Thursday, October 08, 2015

Northcom Commander Discusses Importance of Missions



By Jim Garamone DoD News, Defense Media Activity

WASHINGTON, October 8, 2015 — Navy Adm. Bill Gortney said he has a mission set that ranges “from tracking Santa to thermonuclear war.”

Gortney commands both U.S. Northern Command and the North American Aerospace Defense Command. Both commands are based in Colorado Springs, Colorado, and are responsible for defending the continent from attack. And while NORAD radars look for enemy missiles and aircraft, they also “track” Santa Claus for children around the world each year.

But while there are whimsical moments, the missions Gortney commands are deadly serious. The admiral spoke at the Commanders Series at the nonprofit Atlantic Council “think tank” here yesterday.

Gortney said sequestration represents the most dangerous threat to his commands. “I firmly believe that,” he said.

This is, he said, because Northcom and NORAD don’t own forces. Most of the forces for the commands come from the services and are paid and maintained by the services, the admiral said. Under sequester, the services’ cuts come mostly come from operations and maintenance accounts, precisely the money needed to provide combatant commands with the trained and equipped service members they need.

Sequestration also affects the civilian agencies that Northcom supports -- law enforcement, customs, and the Coast Guard.

Threats from State Actors

Gortney told his interlocutor -- New York Times journalist Eric Schmitt -- that his commands agree with the intelligence community’s assessment that North Korea has the ability and technology to put nuclear weapons “on rockets that can range the homeland.”

His question is when or why would North Korean leader Kim Jong Un use nuclear weapons. “No one really understands the Great Leader,” Gortney said with his tongue firmly planted in cheek. “I look longingly for the predictability of the Great Leader’s father.” His father -- Kim Jong Il -- was only marginally more predictable.

“But we’re ready for him,” Gortney said. “We’re ready 24-hours-a-day if he’s dumb enough to shoot something at us.”

In the admiral’s aerospace defense mission, the big threats are Russian long-range aviation and cruise missiles from submarines and surface platforms. “It’s a bit of a challenge for us because for 57 years, NORAD has been in a defensive crouch, where Soviet and Russian aviation would have to come into our battlespace and we would deal with them there,” he said.

But Russia has qualitatively a much better military than the quantitative military the Soviet Union had, the admiral said. “They have a much different doctrine, and you are seeing that much better quality military and doctrine being played out as a whole of government approach in Ukraine and now Syria,” he said.

The quality is playing out in threats to the United States as well. “They have read our play book and they are fielding cruise missiles that are very accurate at very long ranges, to the point where they [don’t have to] leave Russian airspace and launch conventional or nuclear warheads at targets and critical infrastructure in Canada, the Pacific Northwest,” Gortney said. “[This is a] very difficult mission set for us, as it forces us to catch arrows instead of going to where we can shoot the archers.”

Ballistic Missile Defense

As Northcom’s commander, Gortney has responsibility for ballistic missile defense.
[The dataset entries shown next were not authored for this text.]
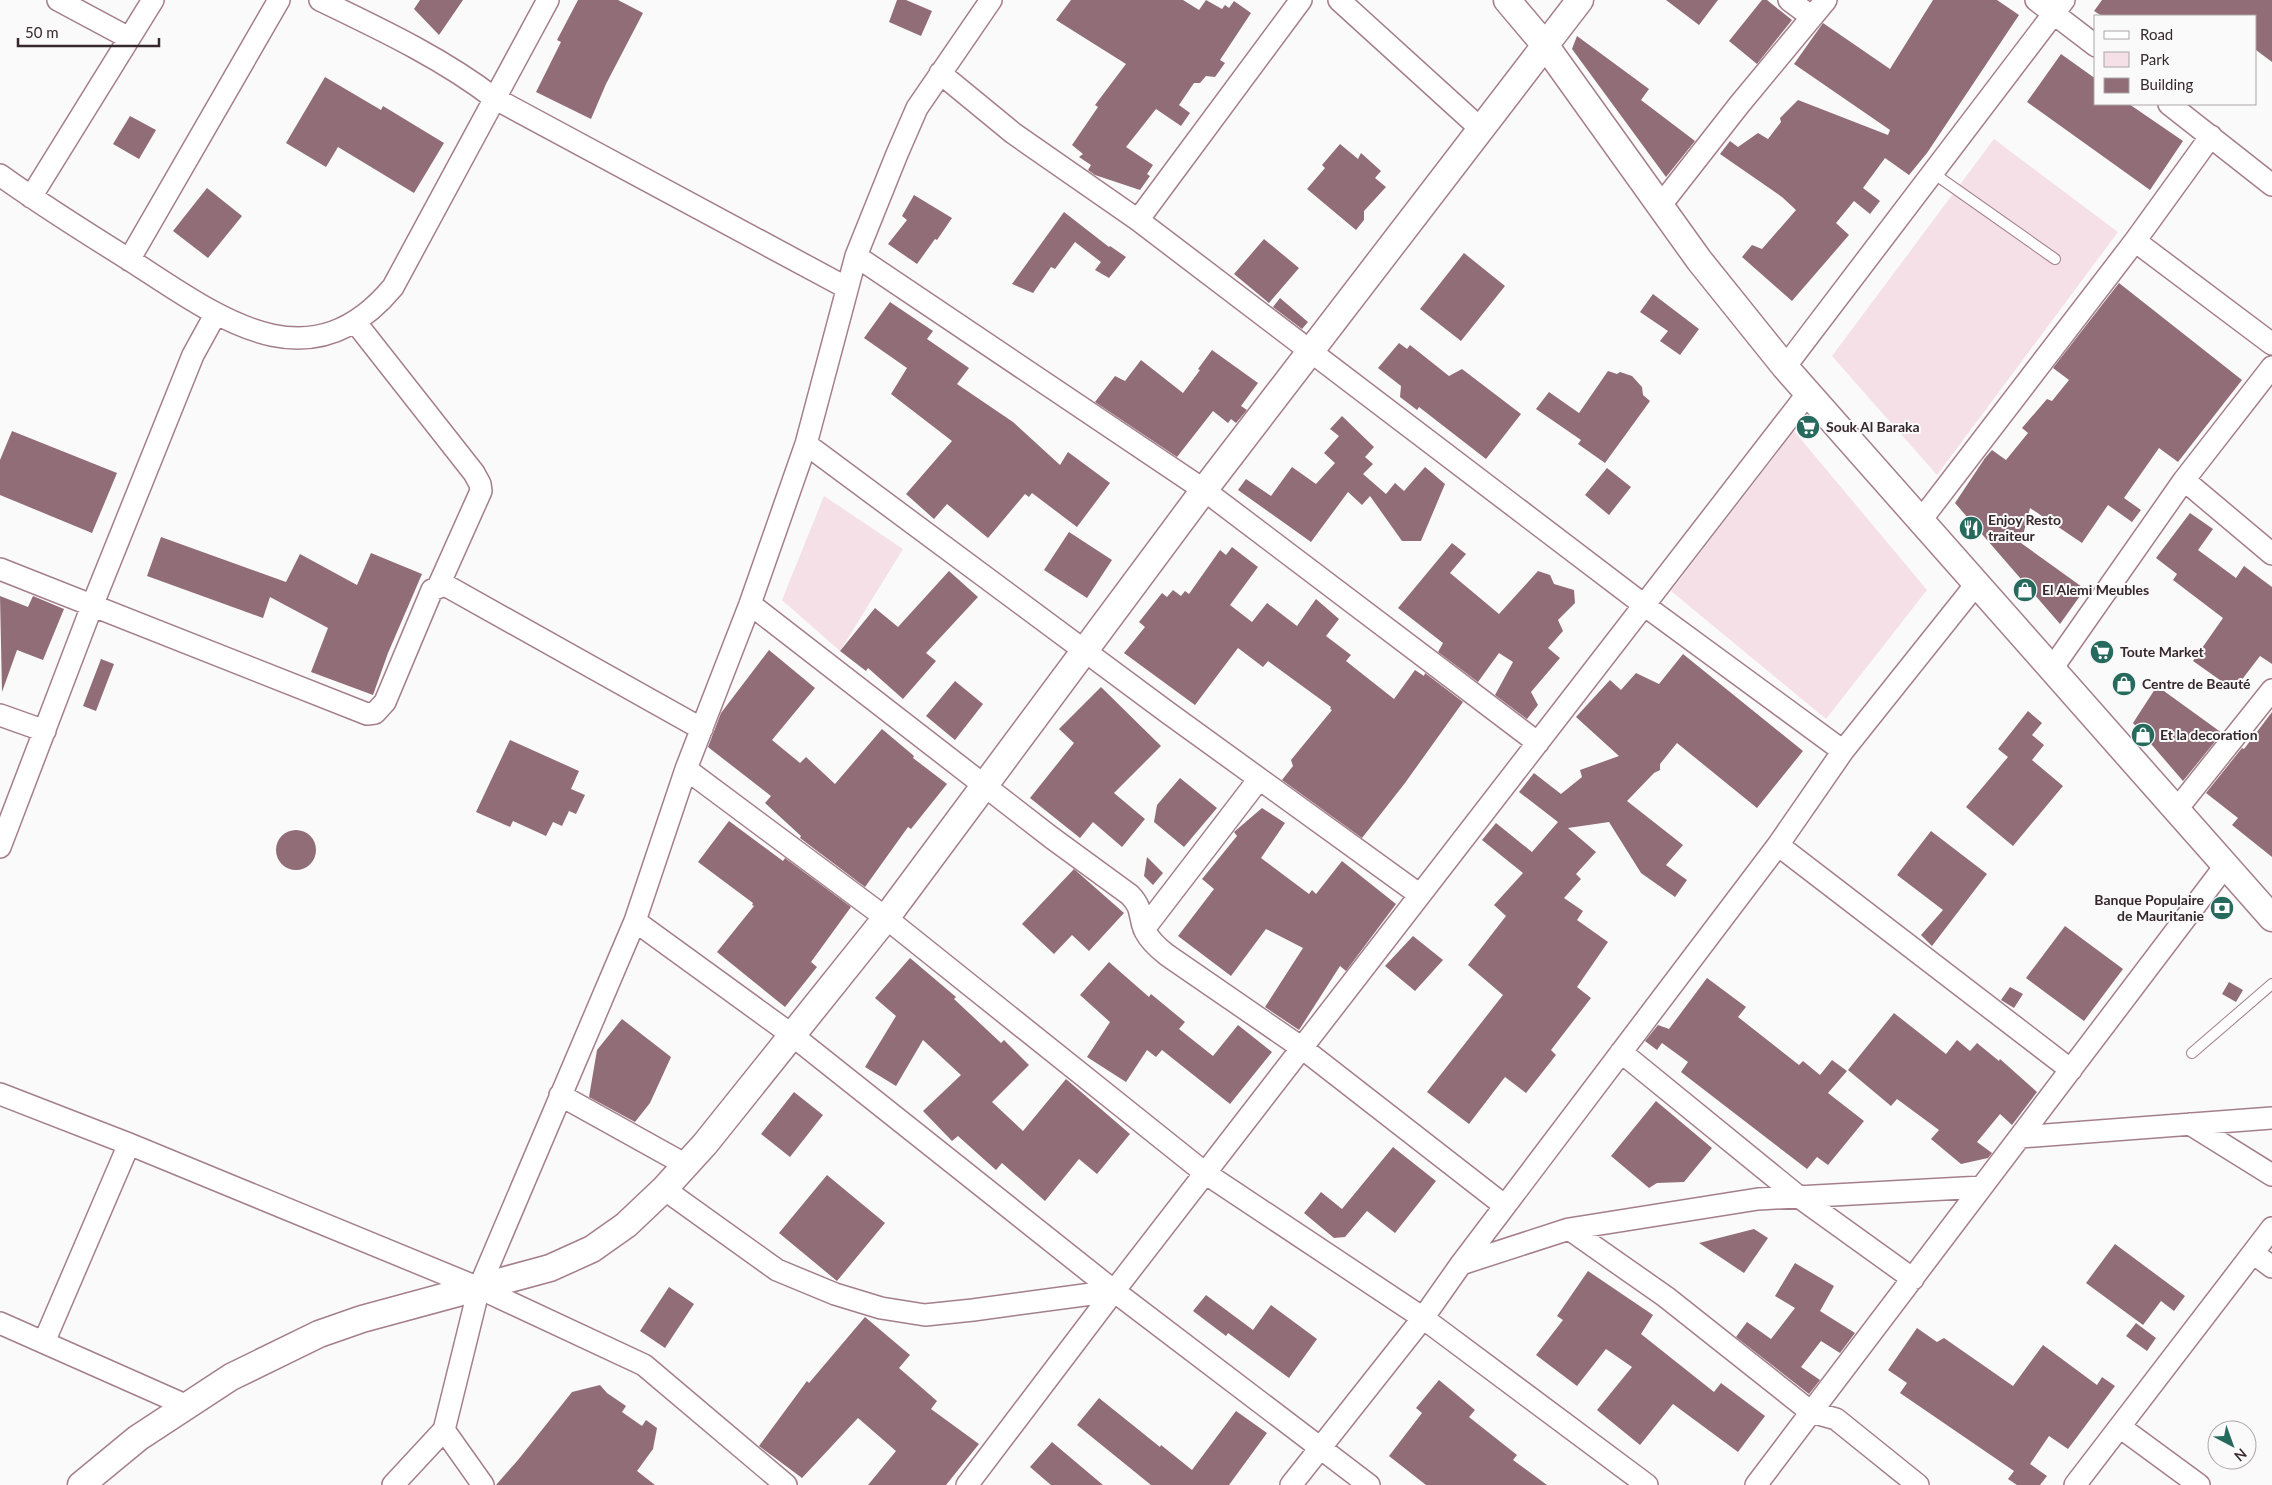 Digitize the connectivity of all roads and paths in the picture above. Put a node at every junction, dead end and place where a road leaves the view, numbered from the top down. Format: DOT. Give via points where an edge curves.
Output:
graph roads {
  1 [pos="58,0"];
  2 [pos="153,0"];
  3 [pos="279,0"];
  4 [pos="320,0"];
  5 [pos="548,0"];
  6 [pos="991,0"];
  7 [pos="1301,0"];
  8 [pos="1339,0"];
  9 [pos="1507,0"];
  10 [pos="1580,0"];
  11 [pos="1789,0"];
  12 [pos="1826,0"];
  13 [pos="2036,0"];
  14 [pos="2059,7"];
  15 [pos="1812,17"];
  16 [pos="129,38"];
  17 [pos="2094,44"];
  18 [pos="1546,46"];
  19 [pos="940,73"];
  20 [pos="494,98"];
  21 [pos="2170,105"];
  22 [pos="1482,130"];
  23 [pos="2211,136"];
  24 [pos="1932,172"];
  25 [pos="0,174"];
  26 [pos="2272,185"];
  27 [pos="31,197"];
  28 [pos="1660,206"];
  29 [pos="1138,220"];
  30 [pos="2135,241"];
  31 [pos="856,256"];
  32 [pos="2055,259"];
  33 [pos="129,260"];
  34 [pos="847,288"];
  35 [pos="215,315"];
  36 [pos="356,323"];
  37 [pos="2272,344"];
  38 [pos="1311,351"];
  39 [pos="1784,367"];
  40 [pos="2272,367"];
  41 [pos="1808,392"];
  42 [pos="806,444"];
  43 [pos="2184,480"];
  44 [pos="1204,490"];
  45 [pos="1921,520"];
  46 [pos="2272,554"];
  47 [pos="0,569"];
  48 [pos="1977,583"];
  49 [pos="438,587"];
  50 [pos="750,604"];
  51 [pos="1644,605"];
  52 [pos="92,606"];
  53 [pos="1083,650"];
  54 [pos="2051,670"];
  55 [pos="2272,690"];
  56 [pos="0,715"];
  57 [pos="702,729"];
  58 [pos="44,731"];
  59 [pos="1538,743"];
  60 [pos="1844,751"];
  61 [pos="686,769"];
  62 [pos="1259,779"];
  63 [pos="985,786"];
  64 [pos="2177,809"];
  65 [pos="1778,844"];
  66 [pos="0,847"];
  67 [pos="2226,866"];
  68 [pos="1420,895"];
  69 [pos="886,918"];
  70 [pos="2272,918"];
  71 [pos="635,921"];
  72 [pos="1144,929"];
  73 [pos="2272,984"];
  74 [pos="792,1035"];
  75 [pos="1302,1048"];
  76 [pos="1621,1052"];
  77 [pos="2192,1053"];
  78 [pos="2071,1070"];
  79 [pos="0,1094"];
  80 [pos="560,1094"];
  81 [pos="2272,1118"];
  82 [pos="2190,1124"];
  83 [pos="2020,1137"];
  84 [pos="129,1144"];
  85 [pos="686,1165"];
  86 [pos="1205,1173"];
  87 [pos="2272,1175"];
  88 [pos="1982,1187"];
  89 [pos="664,1189"];
  90 [pos="1799,1197"];
  91 [pos="1505,1206"];
  92 [pos="2272,1228"];
  93 [pos="1569,1229"];
  94 [pos="2253,1253"];
  95 [pos="1461,1264"];
  96 [pos="2272,1268"];
  97 [pos="1913,1279"];
  98 [pos="479,1288"];
  99 [pos="1114,1291"];
  100 [pos="1423,1318"];
  101 [pos="0,1323"];
  102 [pos="44,1342"];
  103 [pos="185,1405"];
  104 [pos="1811,1412"];
  105 [pos="2120,1427"];
  106 [pos="444,1430"];
  107 [pos="1320,1448"];
  108 [pos="396,1484"];
  109 [pos="81,1485"];
  110 [pos="483,1485"];
  111 [pos="786,1485"];
  112 [pos="967,1485"];
  113 [pos="1291,1485"];
  114 [pos="1369,1485"];
  115 [pos="1647,1485"];
  116 [pos="1756,1485"];
  117 [pos="1918,1485"];
  118 [pos="2075,1485"];
  119 [pos="2199,1485"];
  1 -- 16 [label="street"];
  2 -- 16 [label="street"];
  3 -- 33 [label="street"];
  4 -- 20 [label="street" via="438,61"];
  5 -- 20 [label="street"];
  6 -- 19 [label="street"];
  7 -- 29 [label="street"];
  8 -- 22 [label="street"];
  9 -- 18 [label="street"];
  10 -- 18 [label="street"];
  11 -- 15 [label="street"];
  12 -- 15 [label="street"];
  13 -- 14 [label="street"];
  14 -- 17 [label="street"];
  14 -- 24 [label="street"];
  15 -- 28 [label="street"];
  16 -- 27 [label="street"];
  18 -- 22 [label="street"];
  18 -- 28 [label="street"];
  19 -- 29 [label="street" via="1013,132"];
  19 -- 31 [label="street" via="917,108"];
  20 -- 34 [label="street"];
  20 -- 36 [label="street" via="393,288"];
  21 -- 23 [label="street"];
  22 -- 38 [label="street"];
  23 -- 26 [label="street"];
  23 -- 30 [label="street"];
  24 -- 32 [label="lane"];
  24 -- 39 [label="street"];
  25 -- 27 [label="street"];
  27 -- 33 [label="street"];
  28 -- 39 [label="street"];
  29 -- 38 [label="street"];
  30 -- 37 [label="street"];
  30 -- 45 [label="street"];
  31 -- 34 [label="street"];
  31 -- 44 [label="street"];
  33 -- 35 [label="street"];
  34 -- 42 [label="street"];
  35 -- 36 [label="street" via="265,335 303,339 329,335"];
  35 -- 52 [label="street" via="193,355"];
  36 -- 49 [label="street" via="480,484 481,491"];
  38 -- 44 [label="street"];
  38 -- 51 [label="street"];
  39 -- 41 [label="street"];
  40 -- 43 [label="street"];
  41 -- 45 [label="street"];
  41 -- 51 [label="street"];
  42 -- 50 [label="street"];
  42 -- 53 [label="street"];
  43 -- 46 [label="street"];
  43 -- 54 [label="street"];
  44 -- 53 [label="street"];
  44 -- 59 [label="street"];
  45 -- 48 [label="street"];
  47 -- 52 [label="street"];
  48 -- 54 [label="street"];
  48 -- 60 [label="street"];
  49 -- 52 [label="street" via="428,598 385,702 375,713 367,714"];
  49 -- 57 [label="street" via="446,584"];
  50 -- 57 [label="street"];
  50 -- 63 [label="street"];
  51 -- 59 [label="street"];
  51 -- 60 [label="street"];
  52 -- 58 [label="street"];
  53 -- 62 [label="street"];
  53 -- 63 [label="street"];
  54 -- 64 [label="street"];
  55 -- 64 [label="street"];
  56 -- 58 [label="street"];
  57 -- 61 [label="street"];
  58 -- 66 [label="street"];
  59 -- 68 [label="street"];
  60 -- 65 [label="street"];
  61 -- 69 [label="street"];
  61 -- 71 [label="street"];
  62 -- 68 [label="street"];
  62 -- 72 [label="street"];
  63 -- 69 [label="street"];
  63 -- 72 [label="street" via="1130,895 1139,904"];
  64 -- 67 [label="street"];
  65 -- 76 [label="street"];
  65 -- 78 [label="street"];
  67 -- 70 [label="street"];
  67 -- 78 [label="street"];
  68 -- 75 [label="street"];
  69 -- 74 [label="street"];
  69 -- 86 [label="street"];
  71 -- 74 [label="street"];
  71 -- 80 [label="street"];
  72 -- 75 [label="street" via="1154,945 1166,955"];
  73 -- 77 [label="lane"];
  74 -- 85 [label="street"];
  74 -- 99 [label="street"];
  75 -- 86 [label="street"];
  75 -- 91 [label="street"];
  76 -- 90 [label="street"];
  76 -- 91 [label="street"];
  78 -- 83 [label="street"];
  79 -- 84 [label="street"];
  80 -- 85 [label="street"];
  80 -- 98 [label="street"];
  81 -- 82 [label="street"];
  82 -- 83 [label="street"];
  82 -- 87 [label="street"];
  83 -- 88 [label="street"];
  84 -- 98 [label="street"];
  84 -- 102 [label="street"];
  85 -- 89 [label="street"];
  86 -- 99 [label="street"];
  86 -- 100 [label="street"];
  88 -- 90 [label="street"];
  88 -- 97 [label="street"];
  89 -- 98 [label="street" via="626,1225 592,1249 550,1268"];
  89 -- 99 [label="street" via="778,1270 835,1294 881,1308 925,1314"];
  90 -- 93 [label="street" via="1758,1199"];
  90 -- 97 [label="street"];
  91 -- 95 [label="street"];
  92 -- 94 [label="street"];
  93 -- 95 [label="street"];
  93 -- 104 [label="street" via="1666,1297"];
  94 -- 96 [label="street"];
  94 -- 105 [label="street"];
  95 -- 100 [label="street"];
  97 -- 104 [label="street"];
  98 -- 103 [label="street" via="362,1319 319,1334 231,1377"];
  98 -- 106 [label="street"];
  98 -- 111 [label="street" via="644,1366"];
  99 -- 107 [label="street"];
  99 -- 112 [label="street"];
  100 -- 107 [label="street"];
  100 -- 115 [label="street"];
  101 -- 102 [label="street"];
  102 -- 103 [label="street"];
  103 -- 109 [label="street"];
  104 -- 116 [label="street"];
  104 -- 117 [label="street" via="1836,1419"];
  105 -- 118 [label="street"];
  105 -- 119 [label="street"];
  106 -- 108 [label="street"];
  106 -- 110 [label="street"];
  107 -- 113 [label="street"];
  107 -- 114 [label="street"];
}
He said his command is prepared to deal with anything that might come out of North Korea. “In 2017, we’ll have 44 missiles in the ground, mostly in Alaska,” he said. “The problem is we’re on the wrong side of the cost curve. We postured to shoot down not very expensive rockets with expensive rockets.”

The bullet hitting a bullet scenario is very expensive, Gortney said. The United States needs technology and capabilities that operate at different parts of the cycle – to stop an enemy from launching, or to get weapons in the boost phase rather than relying on the bullet-on-bullet end game, he said.

The Islamic State of Iraq and the Levant

The most dangerous threat to the homeland is thermonuclear war, the admiral said. It is something that must be prepared for, but it is unlikely, he said.

The most likely outside threat to the homeland the Islamic State of Iraq and the Levant. “The danger comes from their very sophisticated social media campaign that seeks to radicalize young people in the West,” he said.

Gortney said those people who try to contact the group for advice on how to launch an attack give law enforcement an opportunity to detect them and may be dealt with. But those who are “just in receive mode” cannot be traced, he said.

ISIL motivates citizens to attack fellow citizens. He surmised that was the case in Chattanooga, Tennessee, over the summer when a radicalized young man attacked a Navy and Marine Corps recruiting station killing five service members. Chatter on the network since caused Gortney to raise the force protection condition at installations around the country.

ISIL is successful at radicalizing these people due to their narrative and the perception that they are trying to bring about the Caliphate. “It is a war of the words,” he said. “The fact is we have not yet been able to counter that narrative. That someone actually believes that’s a better way of life than the one that they have in the United States or Canada or Australia, really confounds me.”

Countering the narrative must be done at the grass-roots level, the admiral said. Parents, friends, clergy, schools, governmental and nongovernmental assets must be used to defeat the hateful ideology, he said.